Figure 7a: Comparison of insertion loss for TCM3-452X+ with and without DC blocks. (Does not include 3 dB theoretical loss).
Figure7b: Comparison of return loss at port S for TCM3-452X+ with and without DC blocks.
Figure 7c: Comparison of amplitude unbalance for TCM3-452X+ with and without DC blocks.
Figure 7d: Comparison of phase unbalance for TCM3-452X+ with and without DC blocks
These test results show comparable performance between the two test fixtures with three exceptions worth mentioning. First, insertion loss of TCM3-452X+ increases slightly from about 2000 MHz to 4000 MHz when configured with DC blocks as compared to the performance of the DUT alone. However, assuming the typical insertion loss of a bias tee over this bandwidth can range from about 0.3 to greater than 1 dB, the insertion loss exhibited by the unit when the DC blocks are added is highly preferable to the losses otherwise introduced from the addition of two bias tees at the output of the amplifier.
Secondly, the amplitude unbalance shown by the TCM3-452X+ with DC blocks exhibits lower amplitude unbalance over much of the frequency range tested. This represents an improvement in the performance of the unit in the proposed configuration compared to that of the unit alone.

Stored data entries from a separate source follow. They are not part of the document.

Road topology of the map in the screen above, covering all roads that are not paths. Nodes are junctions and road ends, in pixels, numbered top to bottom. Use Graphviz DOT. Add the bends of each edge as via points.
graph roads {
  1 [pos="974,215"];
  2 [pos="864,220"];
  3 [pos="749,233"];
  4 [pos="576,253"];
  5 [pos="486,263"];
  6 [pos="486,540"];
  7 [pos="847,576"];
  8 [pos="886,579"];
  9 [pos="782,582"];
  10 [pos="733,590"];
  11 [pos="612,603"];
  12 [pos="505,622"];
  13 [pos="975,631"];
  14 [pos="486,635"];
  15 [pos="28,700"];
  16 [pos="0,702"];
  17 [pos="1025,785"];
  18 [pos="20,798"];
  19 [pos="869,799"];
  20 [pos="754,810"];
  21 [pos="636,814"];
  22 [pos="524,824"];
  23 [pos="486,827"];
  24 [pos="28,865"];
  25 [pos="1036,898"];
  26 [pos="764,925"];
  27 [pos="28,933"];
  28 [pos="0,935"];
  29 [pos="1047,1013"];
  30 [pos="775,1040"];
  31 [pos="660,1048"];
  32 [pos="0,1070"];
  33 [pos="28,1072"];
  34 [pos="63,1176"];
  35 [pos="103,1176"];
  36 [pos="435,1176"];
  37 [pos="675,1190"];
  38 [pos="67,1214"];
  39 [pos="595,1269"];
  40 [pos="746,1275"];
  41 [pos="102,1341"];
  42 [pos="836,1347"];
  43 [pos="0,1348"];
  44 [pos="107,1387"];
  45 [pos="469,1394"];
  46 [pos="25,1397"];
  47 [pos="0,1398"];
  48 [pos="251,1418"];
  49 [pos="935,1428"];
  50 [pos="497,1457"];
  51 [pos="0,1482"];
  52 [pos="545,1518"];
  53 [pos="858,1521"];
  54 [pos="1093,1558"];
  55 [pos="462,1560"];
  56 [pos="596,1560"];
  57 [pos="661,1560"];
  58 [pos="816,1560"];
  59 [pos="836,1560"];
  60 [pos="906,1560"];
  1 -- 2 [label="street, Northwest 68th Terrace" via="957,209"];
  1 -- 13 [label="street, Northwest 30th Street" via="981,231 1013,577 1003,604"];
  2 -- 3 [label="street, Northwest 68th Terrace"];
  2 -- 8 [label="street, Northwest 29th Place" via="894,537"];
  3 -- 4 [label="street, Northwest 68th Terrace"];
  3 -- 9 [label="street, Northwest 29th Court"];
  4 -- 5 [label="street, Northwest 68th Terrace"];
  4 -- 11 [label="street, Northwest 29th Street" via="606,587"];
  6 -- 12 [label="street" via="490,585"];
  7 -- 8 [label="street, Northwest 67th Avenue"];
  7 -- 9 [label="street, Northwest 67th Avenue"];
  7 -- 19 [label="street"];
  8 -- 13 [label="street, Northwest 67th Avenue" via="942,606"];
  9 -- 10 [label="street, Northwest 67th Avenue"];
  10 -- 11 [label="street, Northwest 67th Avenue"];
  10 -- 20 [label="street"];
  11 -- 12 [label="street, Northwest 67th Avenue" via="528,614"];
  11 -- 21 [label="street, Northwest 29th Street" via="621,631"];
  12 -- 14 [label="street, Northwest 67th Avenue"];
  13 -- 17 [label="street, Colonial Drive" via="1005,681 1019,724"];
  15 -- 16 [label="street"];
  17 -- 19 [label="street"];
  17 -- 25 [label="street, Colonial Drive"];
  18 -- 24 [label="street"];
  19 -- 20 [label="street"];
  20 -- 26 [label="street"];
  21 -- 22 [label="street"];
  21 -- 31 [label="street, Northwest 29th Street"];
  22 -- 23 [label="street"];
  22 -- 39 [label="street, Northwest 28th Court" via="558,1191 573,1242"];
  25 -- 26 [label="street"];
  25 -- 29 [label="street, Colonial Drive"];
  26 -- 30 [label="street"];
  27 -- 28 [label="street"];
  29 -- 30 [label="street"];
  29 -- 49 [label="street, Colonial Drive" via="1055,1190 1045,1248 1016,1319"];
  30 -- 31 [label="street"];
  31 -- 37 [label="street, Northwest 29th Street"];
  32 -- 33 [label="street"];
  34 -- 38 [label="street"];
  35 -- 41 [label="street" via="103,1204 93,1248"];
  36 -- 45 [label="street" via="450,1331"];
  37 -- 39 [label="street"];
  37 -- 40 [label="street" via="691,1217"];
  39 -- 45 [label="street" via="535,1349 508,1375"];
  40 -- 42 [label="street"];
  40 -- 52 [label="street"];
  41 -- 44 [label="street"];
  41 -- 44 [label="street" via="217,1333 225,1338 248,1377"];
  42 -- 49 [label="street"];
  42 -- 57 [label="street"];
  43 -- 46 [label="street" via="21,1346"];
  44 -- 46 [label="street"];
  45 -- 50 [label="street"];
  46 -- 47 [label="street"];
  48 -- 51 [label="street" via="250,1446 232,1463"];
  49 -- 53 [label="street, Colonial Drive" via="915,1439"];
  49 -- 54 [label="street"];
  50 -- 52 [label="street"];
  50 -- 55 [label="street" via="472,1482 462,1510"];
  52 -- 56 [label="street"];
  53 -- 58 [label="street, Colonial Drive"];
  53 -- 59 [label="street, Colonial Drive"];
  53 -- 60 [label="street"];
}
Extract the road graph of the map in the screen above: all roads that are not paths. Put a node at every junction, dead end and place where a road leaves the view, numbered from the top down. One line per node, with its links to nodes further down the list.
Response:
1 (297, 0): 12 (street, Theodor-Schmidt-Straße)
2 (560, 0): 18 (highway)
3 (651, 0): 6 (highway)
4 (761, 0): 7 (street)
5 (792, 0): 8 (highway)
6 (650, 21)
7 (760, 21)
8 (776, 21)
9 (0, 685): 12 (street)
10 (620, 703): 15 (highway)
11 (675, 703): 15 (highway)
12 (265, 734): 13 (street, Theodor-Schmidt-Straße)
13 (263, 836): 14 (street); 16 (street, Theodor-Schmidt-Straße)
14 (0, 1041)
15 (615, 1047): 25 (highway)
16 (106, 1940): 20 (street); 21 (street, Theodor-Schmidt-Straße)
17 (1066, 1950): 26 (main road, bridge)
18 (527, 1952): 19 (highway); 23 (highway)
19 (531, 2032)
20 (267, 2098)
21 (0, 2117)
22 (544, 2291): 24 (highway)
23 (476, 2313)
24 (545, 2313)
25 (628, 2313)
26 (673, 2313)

Finally, when used with DC blocks, the transformer exhibits some degradation in return loss across the 2000 to 4000 MHz band. Over this range, the suitability of this design approach will therefore depend on the designer’s individual system requirements.
Using TCM3-452X+ with DC blocks in the layout shown in figure 5 enables the design of push-pull amplifiers without the need for bias tees at the output. This design approach achieves good balun performance from 20 to 4000 MHz, making it suitable for a wide range of push-pull amplifier applications. While some degradation of the transformer’s return loss may be observed at some frequencies in the upper portion of the band, the benefits achieved by designing bias tees out of the signal chain still offer potentially significant improvements in overall system performance, conservation of board space, and reduction in design cost.